I've only read the figures, I have no idea if it's huge or not as it's the only 'box I've used.

Here's a quick graph I've put together showing the speed you can achieve at 8krpm for each of the gearboxes:
micra-gearbox-graph-jpg.20008

Full data can be found below on a spreadsheet(if my upload works, damn PDFs):

mate, your a star. but maybe higher speed are partly due to a power increase eh?:confused:.

Also do you know of any more information any where?? sorry to change the subject away from your motor lol.
 
How have I only just seen this? This fitment is perfect.

It rolled over onto page 4 in the blog section, far too busy with other things, so not much happens. It's not bad eh, would like a little more tyre though. Next time.

mate, your a star. but maybe higher speed are partly due to a power increase eh?:confused:.

Also do you know of any more information any where?? sorry to change the subject away from your motor lol.

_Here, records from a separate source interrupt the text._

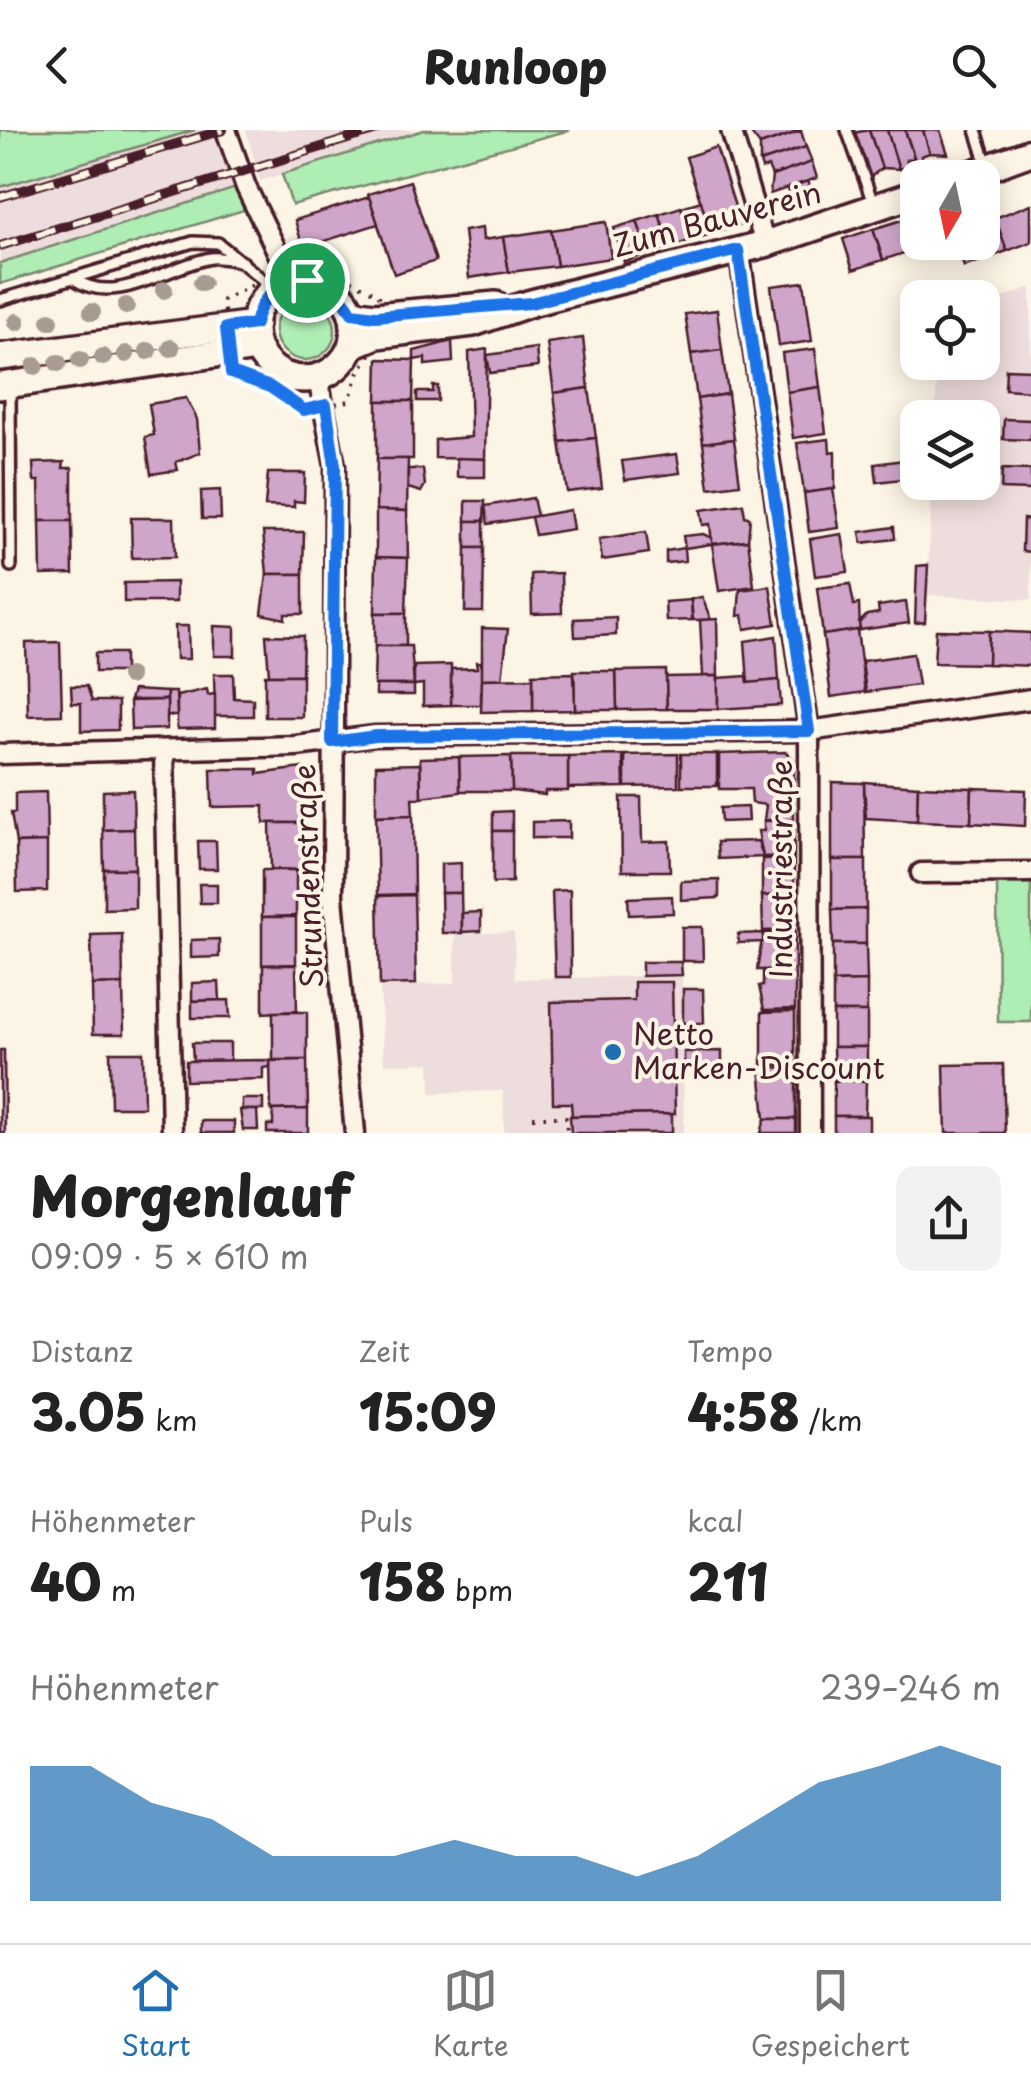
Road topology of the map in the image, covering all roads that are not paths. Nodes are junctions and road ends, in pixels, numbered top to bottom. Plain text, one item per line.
1 (226, 130) edge
2 (731, 130) edge
3 (847, 130) edge
4 (976, 130) edge
5 (1031, 152) edge
6 (985, 160) edge
7 (1000, 164) edge
8 (900, 200) edge
9 (875, 209) junction
10 (765, 244) junction
11 (738, 250) junction
12 (246, 262) junction
13 (279, 279) junction
14 (74, 280) junction
15 (0, 300) edge
16 (352, 313) junction
17 (382, 325) junction
18 (256, 336) junction
19 (227, 339) junction
20 (353, 345) junction
21 (0, 357) edge
22 (318, 378) junction
23 (5, 385) edge
24 (11, 566) dead end
25 (1031, 699) edge
26 (809, 731) junction
27 (332, 742) junction
28 (164, 750) junction
29 (0, 754) edge
30 (1031, 872) edge
31 (922, 874) dead end
32 (172, 1133) edge
33 (355, 1133) edge
34 (810, 1133) edge

1 - 13 street
2 - 10 street
3 - 9 lane
4 - 6 lane
5 - 7 street
8 - 9 street, Zum Bauverein
9 - 10 street, Zum Bauverein
10 - 11 street, Zum Bauverein
11 - 17 street, Zum Bauverein
11 - 26 street, Industriestraße
12 - 13 lane
12 - 14 lane
12 - 14 lane
13 - 16 street
13 - 18 street
14 - 15 lane
16 - 17 street, Zum Bauverein
16 - 20 street
17 - 20 street, Zum Bauverein
18 - 19 street
18 - 22 street
19 - 21 street
19 - 23 street
20 - 22 street
22 - 27 street, Strundenstraße
23 - 24 lane
25 - 26 street
26 - 27 street
26 - 34 street, Industriestraße
27 - 28 street
27 - 33 street, Strundenstraße
28 - 29 street
28 - 32 street
30 - 31 street

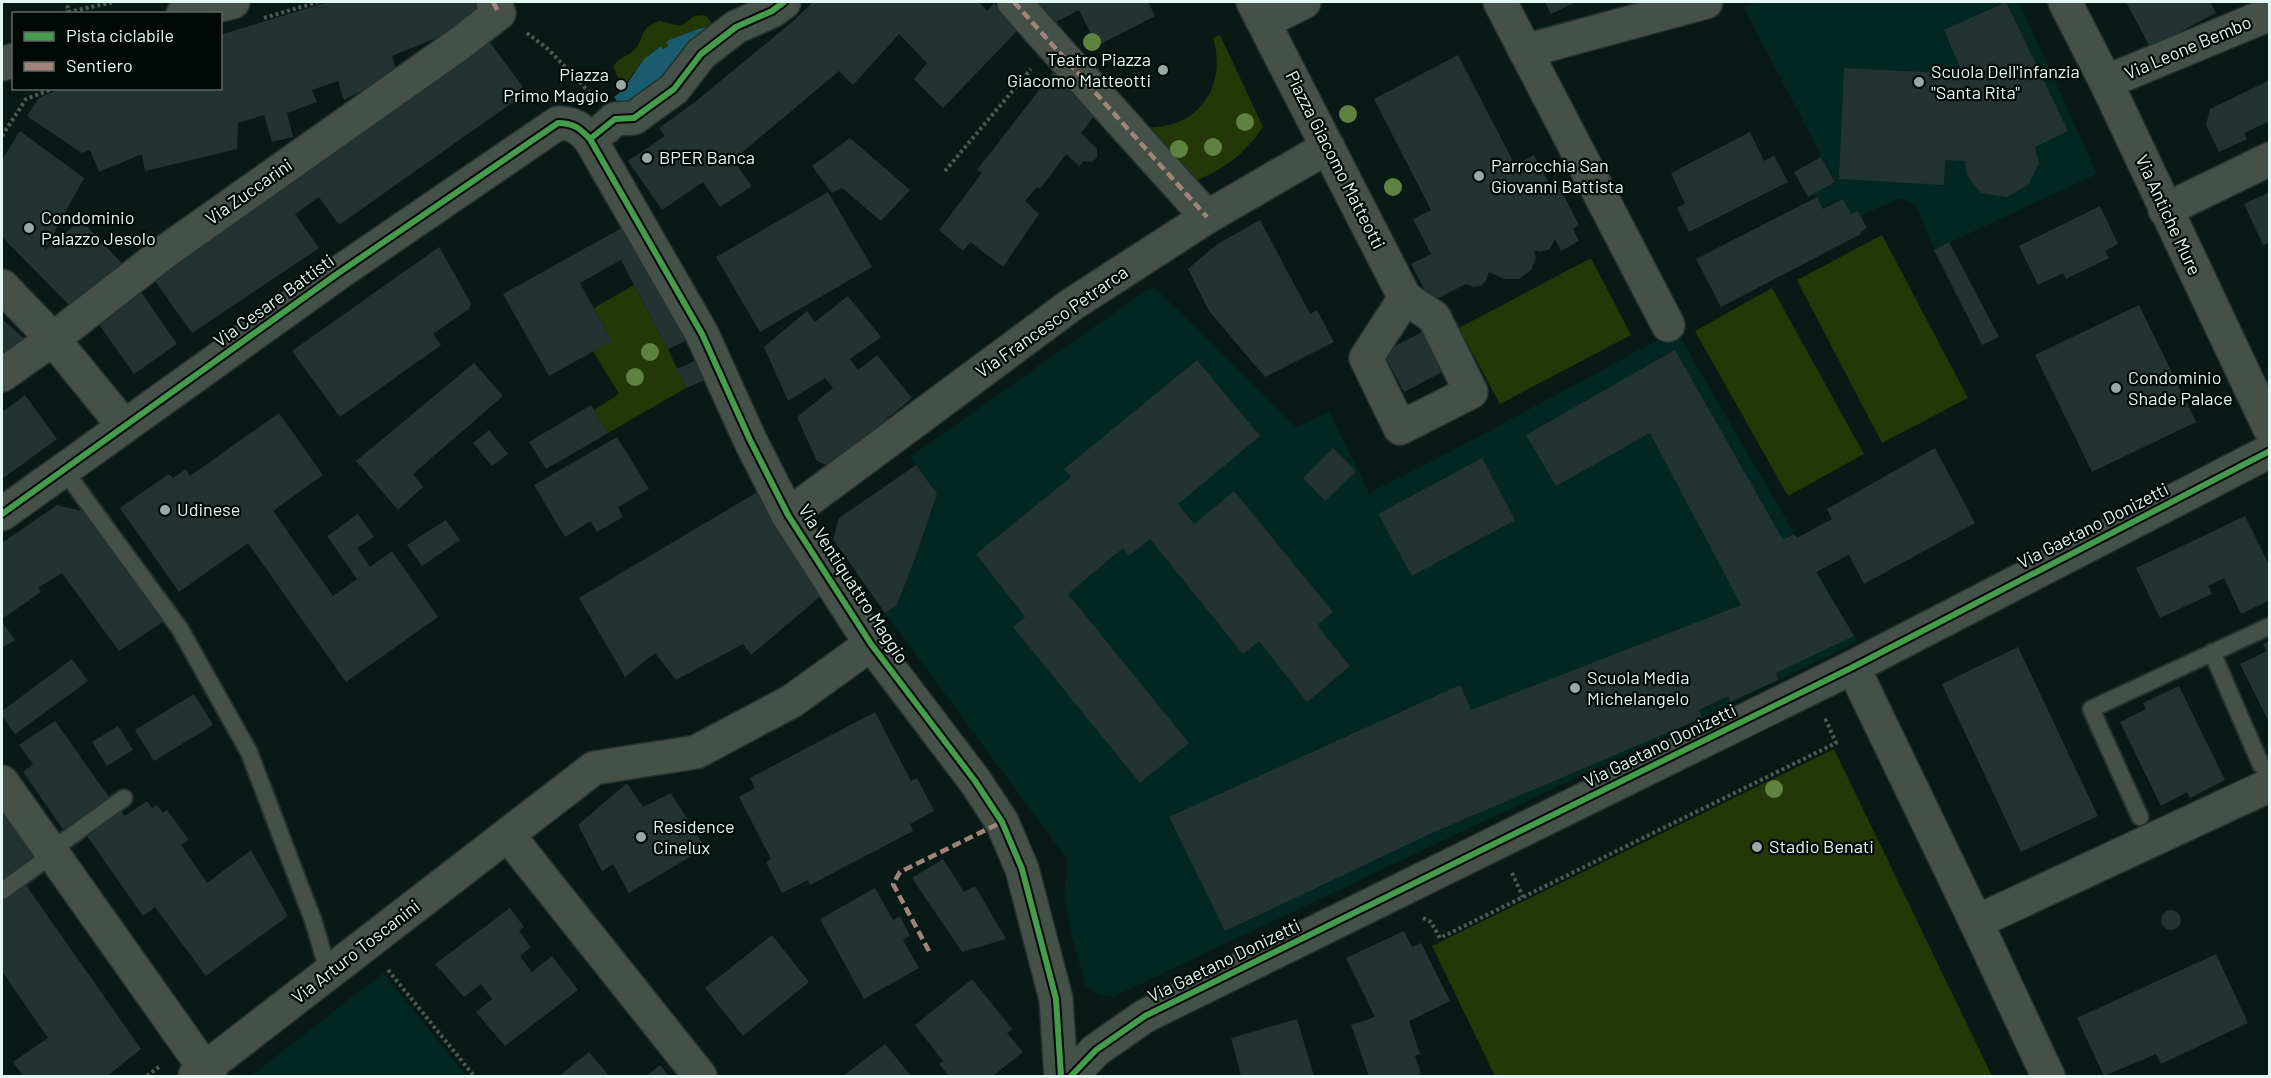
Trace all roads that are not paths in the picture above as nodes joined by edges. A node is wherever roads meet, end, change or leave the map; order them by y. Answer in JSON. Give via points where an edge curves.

erm.. nah, if I put the 1.3 box on my 1.0 litre I'd achieve the same rpm-to-speed as the 1.3 litre? But the max speed in any gear would be limited due to engine performance, that goes for the 1.3 too. I'm not the one to talk to about gearboxes though!
I got most of my info from Haynes, K11wiki and MSC;)
 
:(
The negative camber was killing the front tyres. So I've put the stock steels on the front for now, running some tuck-poke. And I'll have to adjust the camber next week when I have some spare time.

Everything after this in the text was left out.